_What is required_: Your reply should reproduce each entry exactly and contain no pictures.

_Available data_:
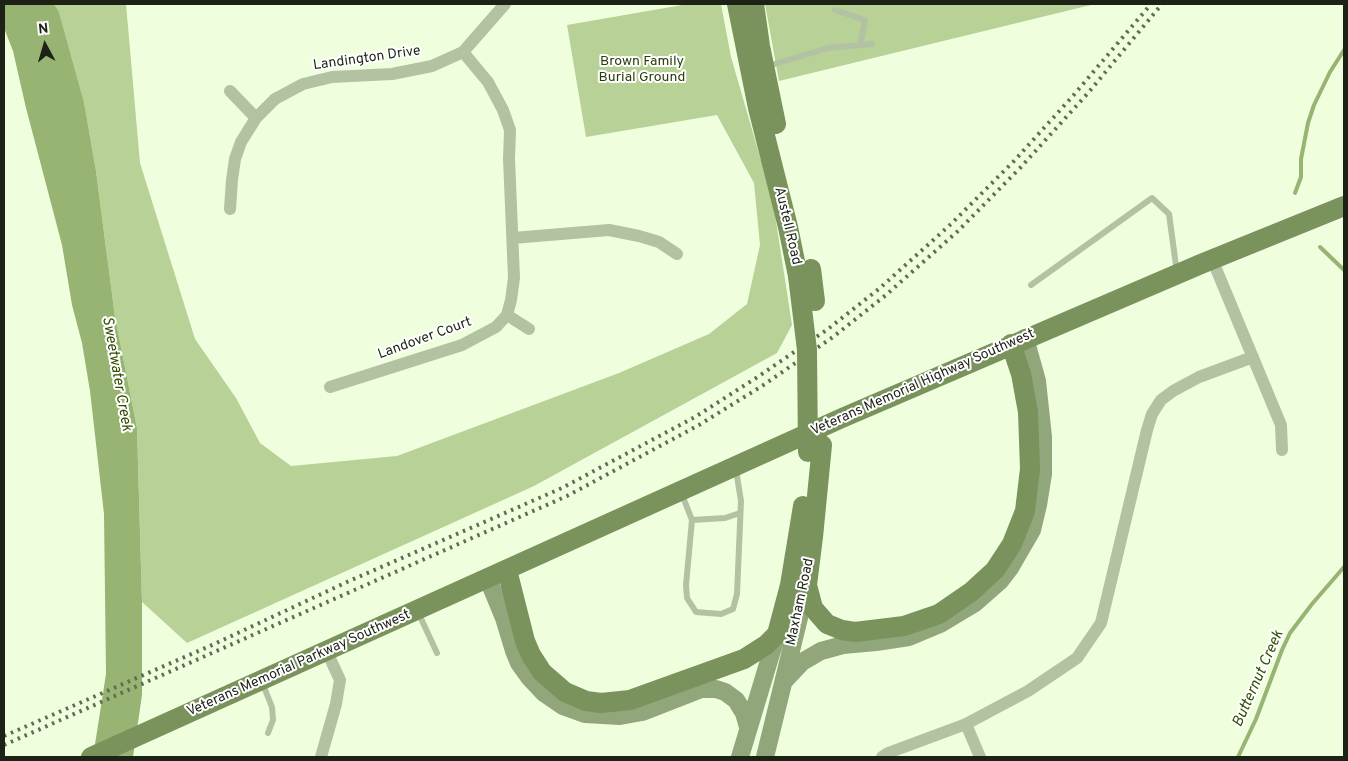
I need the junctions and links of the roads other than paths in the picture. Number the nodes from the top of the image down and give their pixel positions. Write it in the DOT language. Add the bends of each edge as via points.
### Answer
graph roads {
  1 [pos="505,4"];
  2 [pos="737,4"];
  3 [pos="754,4"];
  4 [pos="835,10"];
  5 [pos="872,44"];
  6 [pos="860,45"];
  7 [pos="463,52"];
  8 [pos="764,68"];
  9 [pos="230,91"];
  10 [pos="256,118"];
  11 [pos="1344,206"];
  12 [pos="230,209"];
  13 [pos="513,238"];
  14 [pos="677,254"];
  15 [pos="1212,259"];
  16 [pos="804,272"];
  17 [pos="1177,274"];
  18 [pos="1031,285"];
  19 [pos="507,315"];
  20 [pos="530,329"];
  21 [pos="1018,342"];
  22 [pos="1253,357"];
  23 [pos="330,387"];
  24 [pos="815,449"];
  25 [pos="1282,450"];
  26 [pos="735,466"];
  27 [pos="681,491"];
  28 [pos="811,492"];
  29 [pos="740,513"];
  30 [pos="692,520"];
  31 [pos="507,570"];
  32 [pos="488,579"];
  33 [pos="806,585"];
  34 [pos="417,611"];
  35 [pos="777,634"];
  36 [pos="327,652"];
  37 [pos="437,653"];
  38 [pos="262,681"];
  39 [pos="784,681"];
  40 [pos="966,724"];
  41 [pos="748,727"];
  42 [pos="268,732"];
  43 [pos="91,757"];
  44 [pos="321,757"];
  45 [pos="740,757"];
  46 [pos="765,757"];
  47 [pos="882,757"];
  48 [pos="980,757"];
  1 -- 7 [label="street, Landington Drive"];
  2 -- 16 [label="main road, Austell Road" via="758,108 788,227"];
  3 -- 8 [label="main road, Austell Road"];
  4 -- 6 [label="lane" via="865,20"];
  5 -- 6 [label="lane"];
  6 -- 8 [label="lane" via="828,48"];
  7 -- 10 [label="street, Landington Drive" via="432,66 392,74 332,77 303,84 275,100"];
  7 -- 13 [label="street" via="488,82 510,130"];
  8 -- 16 [label="main road, Austell Road" via="802,225"];
  9 -- 10 [label="street"];
  10 -- 12 [label="street, Landington Drive" via="235,159"];
  11 -- 15 [label="main road, Veterans Memorial Highway Southwest"];
  13 -- 14 [label="street" via="609,230 652,240"];
  13 -- 19 [label="street" via="514,278"];
  15 -- 17 [label="main road, Veterans Memorial Highway Southwest"];
  15 -- 22 [label="street"];
  16 -- 24 [label="main road, Austell Road, bridge" via="820,357"];
  17 -- 18 [label="lane" via="1169,214 1152,198"];
  17 -- 21 [label="main road, Veterans Memorial Highway Southwest"];
  19 -- 20 [label="street"];
  19 -- 23 [label="street, Landover Court" via="496,327 462,345"];
  21 -- 26 [label="main road, Veterans Memorial Highway Southwest"];
  21 -- 33 [label="main road" via="1028,412 1029,485 1020,526 995,570 971,592 930,618 890,629 855,632 834,627 822,619 810,600"];
  21 -- 39 [label="main road" via="1037,381 1043,474 1032,530 1010,568 975,603 940,624 909,636 821,650 802,662"];
  22 -- 25 [label="street" via="1281,425"];
  22 -- 40 [label="street" via="1199,377 1173,391 1161,400 1152,414 1101,622 1077,658 1028,691"];
  24 -- 28 [label="main road, Maxham Road"];
  26 -- 27 [label="main road, Veterans Memorial Highway Southwest"];
  26 -- 29 [label="lane"];
  27 -- 30 [label="lane"];
  27 -- 31 [label="main road, Veterans Memorial Highway Southwest"];
  28 -- 33 [label="main road, Maxham Road"];
  28 -- 35 [label="main road, Maxham Road"];
  29 -- 30 [label="lane" via="725,518"];
  29 -- 30 [label="lane" via="737,594 733,608 721,614 696,612 687,598"];
  31 -- 32 [label="main road, Veterans Memorial Parkway Southwest"];
  31 -- 35 [label="main road" via="526,641 536,664 565,692 586,701 616,702 642,696 744,660"];
  32 -- 34 [label="main road, Veterans Memorial Parkway Southwest"];
  32 -- 41 [label="main road" via="519,663 544,693 563,706 585,714 620,716 642,712 700,690 716,689 736,700"];
  33 -- 39 [label="main road, Maxham Road"];
  34 -- 36 [label="main road, Veterans Memorial Parkway Southwest"];
  34 -- 37 [label="lane"];
  35 -- 41 [label="main road, Maxham Road"];
  36 -- 38 [label="main road, Veterans Memorial Parkway Southwest"];
  36 -- 44 [label="street" via="340,680"];
  38 -- 42 [label="lane" via="272,707"];
  38 -- 43 [label="main road, Veterans Memorial Parkway Southwest"];
  39 -- 46 [label="main road, Maxham Road"];
  40 -- 47 [label="street"];
  40 -- 48 [label="street"];
  41 -- 45 [label="main road, Maxham Road"];
}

_Output of the task_:
I need the junctions and links of the roads other than paths in the picture. Number the nodes from the top of the image down and give their pixel positions. Write it in the DOT language. Add the bends of each edge as via points.
### Answer
graph roads {
  1 [pos="505,4"];
  2 [pos="737,4"];
  3 [pos="754,4"];
  4 [pos="835,10"];
  5 [pos="872,44"];
  6 [pos="860,45"];
  7 [pos="463,52"];
  8 [pos="764,68"];
  9 [pos="230,91"];
  10 [pos="256,118"];
  11 [pos="1344,206"];
  12 [pos="230,209"];
  13 [pos="513,238"];
  14 [pos="677,254"];
  15 [pos="1212,259"];
  16 [pos="804,272"];
  17 [pos="1177,274"];
  18 [pos="1031,285"];
  19 [pos="507,315"];
  20 [pos="530,329"];
  21 [pos="1018,342"];
  22 [pos="1253,357"];
  23 [pos="330,387"];
  24 [pos="815,449"];
  25 [pos="1282,450"];
  26 [pos="735,466"];
  27 [pos="681,491"];
  28 [pos="811,492"];
  29 [pos="740,513"];
  30 [pos="692,520"];
  31 [pos="507,570"];
  32 [pos="488,579"];
  33 [pos="806,585"];
  34 [pos="417,611"];
  35 [pos="777,634"];
  36 [pos="327,652"];
  37 [pos="437,653"];
  38 [pos="262,681"];
  39 [pos="784,681"];
  40 [pos="966,724"];
  41 [pos="748,727"];
  42 [pos="268,732"];
  43 [pos="91,757"];
  44 [pos="321,757"];
  45 [pos="740,757"];
  46 [pos="765,757"];
  47 [pos="882,757"];
  48 [pos="980,757"];
  1 -- 7 [label="street, Landington Drive"];
  2 -- 16 [label="main road, Austell Road" via="758,108 788,227"];
  3 -- 8 [label="main road, Austell Road"];
  4 -- 6 [label="lane" via="865,20"];
  5 -- 6 [label="lane"];
  6 -- 8 [label="lane" via="828,48"];
  7 -- 10 [label="street, Landington Drive" via="432,66 392,74 332,77 303,84 275,100"];
  7 -- 13 [label="street" via="488,82 510,130"];
  8 -- 16 [label="main road, Austell Road" via="802,225"];
  9 -- 10 [label="street"];
  10 -- 12 [label="street, Landington Drive" via="235,159"];
  11 -- 15 [label="main road, Veterans Memorial Highway Southwest"];
  13 -- 14 [label="street" via="609,230 652,240"];
  13 -- 19 [label="street" via="514,278"];
  15 -- 17 [label="main road, Veterans Memorial Highway Southwest"];
  15 -- 22 [label="street"];
  16 -- 24 [label="main road, Austell Road, bridge" via="820,357"];
  17 -- 18 [label="lane" via="1169,214 1152,198"];
  17 -- 21 [label="main road, Veterans Memorial Highway Southwest"];
  19 -- 20 [label="street"];
  19 -- 23 [label="street, Landover Court" via="496,327 462,345"];
  21 -- 26 [label="main road, Veterans Memorial Highway Southwest"];
  21 -- 33 [label="main road" via="1028,412 1029,485 1020,526 995,570 971,592 930,618 890,629 855,632 834,627 822,619 810,600"];
  21 -- 39 [label="main road" via="1037,381 1043,474 1032,530 1010,568 975,603 940,624 909,636 821,650 802,662"];
  22 -- 25 [label="street" via="1281,425"];
  22 -- 40 [label="street" via="1199,377 1173,391 1161,400 1152,414 1101,622 1077,658 1028,691"];
  24 -- 28 [label="main road, Maxham Road"];
  26 -- 27 [label="main road, Veterans Memorial Highway Southwest"];
  26 -- 29 [label="lane"];
  27 -- 30 [label="lane"];
  27 -- 31 [label="main road, Veterans Memorial Highway Southwest"];
  28 -- 33 [label="main road, Maxham Road"];
  28 -- 35 [label="main road, Maxham Road"];
  29 -- 30 [label="lane" via="725,518"];
  29 -- 30 [label="lane" via="737,594 733,608 721,614 696,612 687,598"];
  31 -- 32 [label="main road, Veterans Memorial Parkway Southwest"];
  31 -- 35 [label="main road" via="526,641 536,664 565,692 586,701 616,702 642,696 744,660"];
  32 -- 34 [label="main road, Veterans Memorial Parkway Southwest"];
  32 -- 41 [label="main road" via="519,663 544,693 563,706 585,714 620,716 642,712 700,690 716,689 736,700"];
  33 -- 39 [label="main road, Maxham Road"];
  34 -- 36 [label="main road, Veterans Memorial Parkway Southwest"];
  34 -- 37 [label="lane"];
  35 -- 41 [label="main road, Maxham Road"];
  36 -- 38 [label="main road, Veterans Memorial Parkway Southwest"];
  36 -- 44 [label="street" via="340,680"];
  38 -- 42 [label="lane" via="272,707"];
  38 -- 43 [label="main road, Veterans Memorial Parkway Southwest"];
  39 -- 46 [label="main road, Maxham Road"];
  40 -- 47 [label="street"];
  40 -- 48 [label="street"];
  41 -- 45 [label="main road, Maxham Road"];
}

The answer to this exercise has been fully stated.